The last thing I will say on this matter is about cooking time. So, the nature of these quesadillas is that you can only cook one at a time and you need to serve them right away. That means that depending on how many people you are serving, you could have a line of people waiting to grab the latest cut. Picture the sample line at Costco. If you have a pancake griddle, now is the time to brush the dust off and use it. You can cook three or four at a time and keep everyone happy!
BBQ PULLED PORK
We used a tangy BBQ sauce in this recipe but you can certainly use your favorite kind. The trick is to pick your favorite BBQ sauce. I used one that is a bit sweet, but my husband prefers when I used a spicy BBQ sauce. I have tried many variations and they are all delicious! In addition, we topped this one off with our house famous “white sauce“. It is a mixture of sour cream, mayonnaise, red onion, and garlic.
- 1.5 cups pulled pork
- 1.5 cups shredded cheese (mozzarella or cheddar)
- 8 flour tortillas
- 0.25 cup green pepper finely chopped
- 1 tbsp olive oil
- 1/8 tsp salt
- 1/8 tsp pepper
- 2 tbsp butter
- 1 red onion (large) halved and finely sliced
- 2 tbsp brown sugar
- 1 tbsp balsamic vinegar
In a large skillet, melt butter over medium heat.

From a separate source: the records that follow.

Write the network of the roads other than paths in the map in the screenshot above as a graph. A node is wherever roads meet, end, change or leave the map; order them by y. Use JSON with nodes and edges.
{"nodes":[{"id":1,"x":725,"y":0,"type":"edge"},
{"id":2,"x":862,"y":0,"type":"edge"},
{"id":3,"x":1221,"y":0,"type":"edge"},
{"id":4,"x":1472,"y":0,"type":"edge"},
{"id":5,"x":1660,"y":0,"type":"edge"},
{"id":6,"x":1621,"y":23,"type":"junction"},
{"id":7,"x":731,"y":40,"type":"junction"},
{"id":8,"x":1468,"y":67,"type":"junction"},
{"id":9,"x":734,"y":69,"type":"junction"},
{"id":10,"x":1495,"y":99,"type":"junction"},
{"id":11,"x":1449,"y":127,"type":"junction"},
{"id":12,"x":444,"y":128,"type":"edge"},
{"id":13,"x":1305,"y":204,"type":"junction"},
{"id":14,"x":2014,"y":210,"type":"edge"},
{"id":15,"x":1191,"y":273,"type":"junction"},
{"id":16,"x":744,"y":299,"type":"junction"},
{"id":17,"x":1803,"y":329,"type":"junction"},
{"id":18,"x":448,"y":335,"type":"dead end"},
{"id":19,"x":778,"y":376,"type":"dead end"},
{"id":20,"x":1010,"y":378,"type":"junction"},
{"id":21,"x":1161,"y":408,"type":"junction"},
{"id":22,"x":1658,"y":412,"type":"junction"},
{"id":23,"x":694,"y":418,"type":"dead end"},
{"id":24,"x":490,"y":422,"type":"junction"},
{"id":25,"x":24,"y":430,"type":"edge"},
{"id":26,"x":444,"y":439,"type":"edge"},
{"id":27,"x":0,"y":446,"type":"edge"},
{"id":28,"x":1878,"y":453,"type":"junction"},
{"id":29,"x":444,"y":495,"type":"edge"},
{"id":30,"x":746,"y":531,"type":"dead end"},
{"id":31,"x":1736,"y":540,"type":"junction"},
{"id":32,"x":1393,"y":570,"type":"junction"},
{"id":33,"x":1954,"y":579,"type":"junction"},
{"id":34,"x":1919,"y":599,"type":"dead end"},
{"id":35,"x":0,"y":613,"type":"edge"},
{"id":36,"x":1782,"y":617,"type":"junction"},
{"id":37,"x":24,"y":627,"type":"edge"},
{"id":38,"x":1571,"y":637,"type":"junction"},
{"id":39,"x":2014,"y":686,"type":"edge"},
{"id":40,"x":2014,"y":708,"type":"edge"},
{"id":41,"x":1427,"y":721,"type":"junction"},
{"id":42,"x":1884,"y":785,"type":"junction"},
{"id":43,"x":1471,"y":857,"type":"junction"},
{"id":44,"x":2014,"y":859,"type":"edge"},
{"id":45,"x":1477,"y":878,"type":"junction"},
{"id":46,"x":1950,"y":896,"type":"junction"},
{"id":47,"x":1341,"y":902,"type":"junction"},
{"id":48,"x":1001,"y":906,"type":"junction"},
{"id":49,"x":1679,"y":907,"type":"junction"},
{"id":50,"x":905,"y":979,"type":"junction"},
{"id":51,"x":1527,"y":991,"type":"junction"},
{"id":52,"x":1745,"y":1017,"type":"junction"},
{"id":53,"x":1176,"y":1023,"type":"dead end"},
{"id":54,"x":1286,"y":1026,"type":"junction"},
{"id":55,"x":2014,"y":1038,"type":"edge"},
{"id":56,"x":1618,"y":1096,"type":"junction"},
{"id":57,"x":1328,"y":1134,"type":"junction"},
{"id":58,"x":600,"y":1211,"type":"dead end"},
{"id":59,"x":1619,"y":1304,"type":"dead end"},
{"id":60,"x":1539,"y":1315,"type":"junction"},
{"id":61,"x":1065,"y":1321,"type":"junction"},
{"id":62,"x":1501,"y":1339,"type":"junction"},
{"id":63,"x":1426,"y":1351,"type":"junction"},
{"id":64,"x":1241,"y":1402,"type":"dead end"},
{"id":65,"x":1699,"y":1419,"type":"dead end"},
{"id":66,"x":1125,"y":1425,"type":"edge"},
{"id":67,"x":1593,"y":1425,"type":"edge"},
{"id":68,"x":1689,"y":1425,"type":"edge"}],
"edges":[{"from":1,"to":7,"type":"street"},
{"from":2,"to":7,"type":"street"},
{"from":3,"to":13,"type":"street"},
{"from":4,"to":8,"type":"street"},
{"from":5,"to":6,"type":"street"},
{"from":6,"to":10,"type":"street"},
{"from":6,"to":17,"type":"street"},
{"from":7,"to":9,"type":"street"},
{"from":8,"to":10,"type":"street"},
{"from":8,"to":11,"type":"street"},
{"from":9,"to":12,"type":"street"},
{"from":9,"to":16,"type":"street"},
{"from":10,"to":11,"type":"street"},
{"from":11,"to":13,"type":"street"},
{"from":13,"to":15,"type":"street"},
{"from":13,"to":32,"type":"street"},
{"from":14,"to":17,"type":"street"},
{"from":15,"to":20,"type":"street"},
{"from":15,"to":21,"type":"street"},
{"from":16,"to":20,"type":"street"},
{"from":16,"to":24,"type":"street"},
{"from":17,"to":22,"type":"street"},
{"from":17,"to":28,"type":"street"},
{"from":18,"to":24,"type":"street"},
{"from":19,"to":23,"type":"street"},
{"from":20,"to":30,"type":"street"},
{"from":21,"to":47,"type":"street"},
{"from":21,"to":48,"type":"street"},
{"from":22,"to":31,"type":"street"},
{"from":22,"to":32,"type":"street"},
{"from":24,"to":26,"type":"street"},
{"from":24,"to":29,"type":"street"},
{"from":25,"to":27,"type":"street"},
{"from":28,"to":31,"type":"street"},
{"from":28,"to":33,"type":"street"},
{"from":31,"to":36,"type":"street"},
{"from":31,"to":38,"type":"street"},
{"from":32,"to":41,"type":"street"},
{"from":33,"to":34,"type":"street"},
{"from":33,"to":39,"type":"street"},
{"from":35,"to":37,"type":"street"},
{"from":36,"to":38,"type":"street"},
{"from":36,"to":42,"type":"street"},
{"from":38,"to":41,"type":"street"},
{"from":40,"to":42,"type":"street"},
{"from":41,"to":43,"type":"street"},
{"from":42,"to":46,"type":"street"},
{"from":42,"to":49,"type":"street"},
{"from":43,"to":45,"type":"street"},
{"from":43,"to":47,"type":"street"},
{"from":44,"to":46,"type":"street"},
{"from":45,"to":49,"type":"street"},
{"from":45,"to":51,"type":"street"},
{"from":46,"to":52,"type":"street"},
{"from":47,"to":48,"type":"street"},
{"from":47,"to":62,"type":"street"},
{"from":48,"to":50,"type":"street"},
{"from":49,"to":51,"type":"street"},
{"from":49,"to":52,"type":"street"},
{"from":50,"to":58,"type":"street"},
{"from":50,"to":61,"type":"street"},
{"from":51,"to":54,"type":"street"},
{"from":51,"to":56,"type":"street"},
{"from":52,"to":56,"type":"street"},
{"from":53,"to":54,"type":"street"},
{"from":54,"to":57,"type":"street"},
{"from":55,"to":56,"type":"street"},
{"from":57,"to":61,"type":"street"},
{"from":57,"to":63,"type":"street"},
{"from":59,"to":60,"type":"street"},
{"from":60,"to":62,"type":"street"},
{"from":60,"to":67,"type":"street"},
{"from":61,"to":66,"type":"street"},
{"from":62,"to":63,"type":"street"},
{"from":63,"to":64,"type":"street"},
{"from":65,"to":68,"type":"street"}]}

Add the onion and stir to coat. Spread the onions out evenly over the pan and let cook, stirring occasionally. (approximately 7 minutes). Depending on your oven’s temperature, you may need to reduce the heat to prevent burning.
Add brown sugar and balsamic vinegar and cook for an additional 5 minutes until “sticky”.
Add pulled pork and green peppers, and cook for an additional 3 – 5 minutes, or until the meat is cooked through. Empty contents of skillet into a bowl and set aside.
Using the same skillet, wipe clean with a wet cloth. Add olive oil and heat until shimmering.
Lay tortilla flat and sprinkle with 1/8 of cheese and 1/8 pulled pork mixture.
Fold tortilla in half and cook 1-2 minutes on each side.